# WHAT THE EXERCISE ASKS
Transcribe the lines below exactly. No image belongs in the transcription.

# INPUT DATA
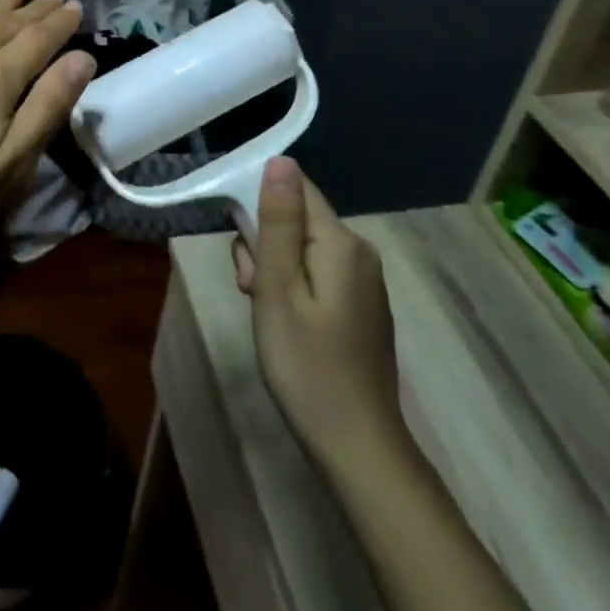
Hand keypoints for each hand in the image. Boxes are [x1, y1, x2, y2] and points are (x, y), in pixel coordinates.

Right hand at [233, 158, 403, 460]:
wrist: (359, 450)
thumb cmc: (307, 366)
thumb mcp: (277, 289)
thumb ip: (278, 222)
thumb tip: (281, 161)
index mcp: (342, 242)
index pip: (296, 190)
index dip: (261, 208)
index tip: (244, 248)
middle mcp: (360, 252)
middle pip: (298, 221)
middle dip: (265, 246)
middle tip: (251, 292)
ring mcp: (365, 282)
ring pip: (305, 250)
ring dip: (275, 271)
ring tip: (265, 314)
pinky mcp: (362, 307)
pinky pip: (319, 275)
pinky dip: (295, 290)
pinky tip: (286, 325)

# ANSWER SPACE
Hand keypoints for each hand in the image. Boxes are [x1, y1, x2, y2] and points are (x, y), in pixel coordinates.

Right hand at [233, 158, 403, 460]:
wrist: (359, 450)
thumb cmc: (307, 366)
thumb mcp: (277, 289)
thumb ip: (278, 222)
thumb tip: (281, 161)
index mcp: (342, 242)
index pip: (296, 190)
index dip: (261, 208)
index tip: (244, 248)
middle mcp: (360, 252)
middle pip: (298, 221)
middle dip: (265, 246)
middle tip: (251, 292)
ring mcp: (365, 282)
ring pip: (305, 250)
ring dip: (275, 271)
ring tip: (265, 314)
pinky mcp: (362, 307)
pinky pip: (319, 275)
pinky dip: (295, 290)
pinky tip: (286, 325)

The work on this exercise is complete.